Edinburgh Film Festival: Away We Go, Mesrine, Last Heroes of the Peninsula reviews

Daniel's latest update from the Edinburgh Film Festival features Sam Mendes' new film, and the crime saga Mesrine...

Away We Go

So the festival is well and truly underway. And because I’m writing this before Van Diemen’s Land (v.v.v. excited), I’m going to do this in slightly less rambling form: no more than 150 words per film! Oh, and I should admit now I saw only two of the films that I promised to write about in yesterday’s post – that Fish Tank review will have to wait for Monday.

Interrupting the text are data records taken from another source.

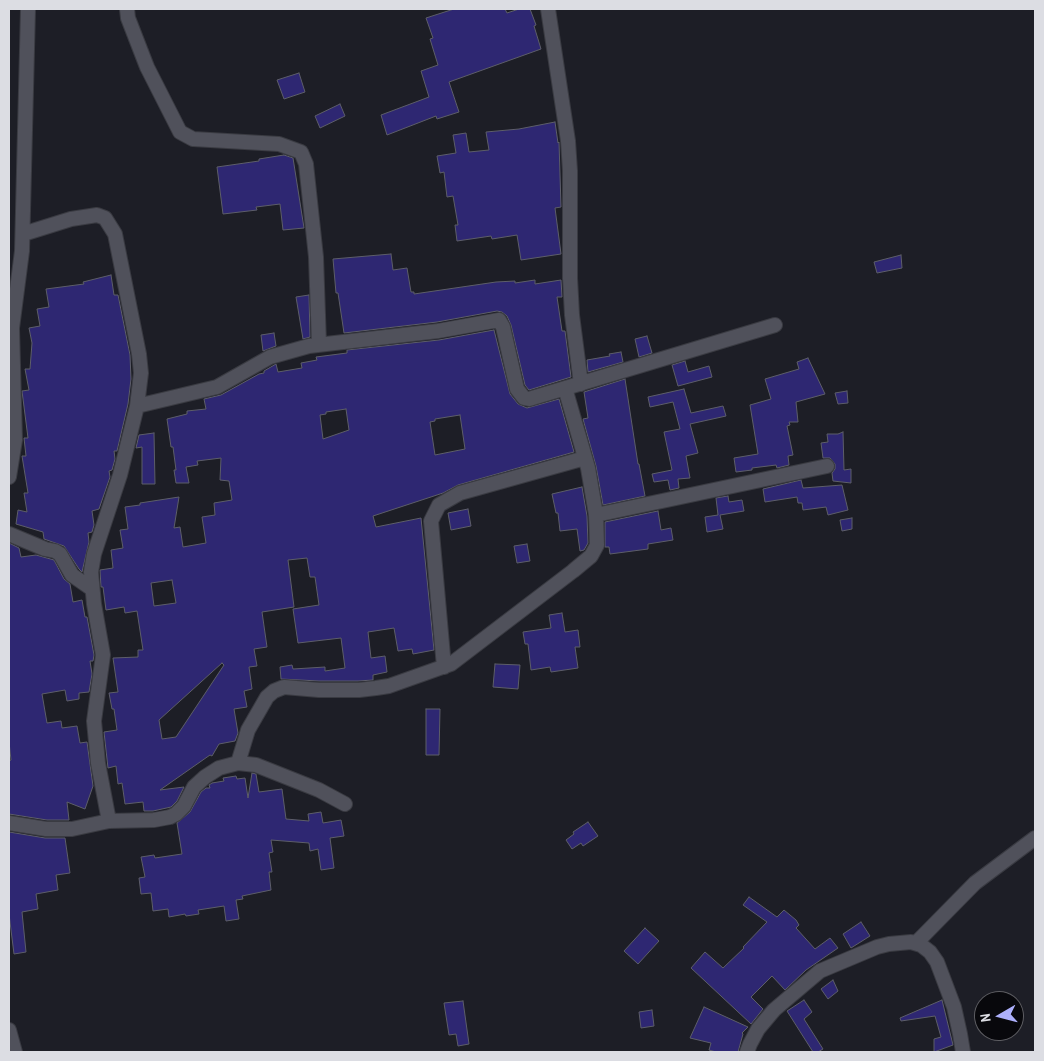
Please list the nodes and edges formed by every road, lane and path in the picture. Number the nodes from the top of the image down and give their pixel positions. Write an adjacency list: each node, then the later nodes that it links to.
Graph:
1 (28, 9): 4 (street)
2 (127, 9): 6 (street)
3 (548, 9): 7 (street)
4 (23, 234): 9 (street); 12 (street)
5 (775, 325): 7 (street)
6 (319, 344): 8 (street); 9 (street)
7 (581, 384): 8 (street)
8 (565, 388): 10 (street)
9 (137, 406): 15 (street)
10 (585, 458): 13 (street); 16 (street)
11 (827, 466): 13 (street)
12 (9, 477)
13 (596, 514): 16 (street)
14 (9, 534): 15 (street)
15 (92, 589): 19 (street)
16 (444, 667): 17 (street)
17 (238, 763): 18 (street); 19 (street)
18 (345, 804)
19 (109, 821): 20 (street)
20 (9, 823)
21 (1035, 838): 22 (street)
22 (916, 944): 25 (street); 26 (street)
23 (9, 1030): 24 (street)
24 (15, 1052)
25 (747, 1052)
26 (963, 1052)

Away We Go A change of pace for filmmaker Sam Mendes (American Beauty, Revolutionary Road), the opening night film tells the story of Verona (Maya Rudolph) and Bert (John Krasinski), a couple expecting a baby who are rocked by the announcement that their prospective parents-in-law are leaving the States. Uncertain where exactly to live, the pair hit the road in search of a new location to raise their child. And that’s it, really. Away We Go is watchable, funny and well-crafted but maybe a bit too lightweight a work to expect from Mendes. However, if approached with the right frame of mind, Away We Go works wonders, feeling more and more like an ideal movie for a sleepy Sunday afternoon. That’s a compliment, by the way.

Mesrine: Killer Instinct and Public Enemy No.1 This mammoth crime saga plays out the life of notorious French criminal Jacques Mesrine (Vincent Cassel) over four hours of shoot-outs, gorgeous women and grandstanding speeches and – surprise! – it’s overstuffed. Whilst Steven Soderbergh’s Che (comparable not only in length but in ambition) deconstructed a near-mythical figure to little more than his actions and made him interesting again, director Jean-François Richet shows nothing but actions and therefore sucks all the drama out of the picture(s). Cassel is fine as Mesrine, especially when he’s chewing the scenery or escaping from prisons, but visibly can’t relax when confronted with all the emotional stuff (I guess there’s no turning back after murdering someone with a fire extinguisher). There’s a great film hidden here somewhere: Mathieu Amalric is electric in PE1, Richet knows how to stage a good setpiece and there’s oodles of style, but it’s a prime example of a missed opportunity.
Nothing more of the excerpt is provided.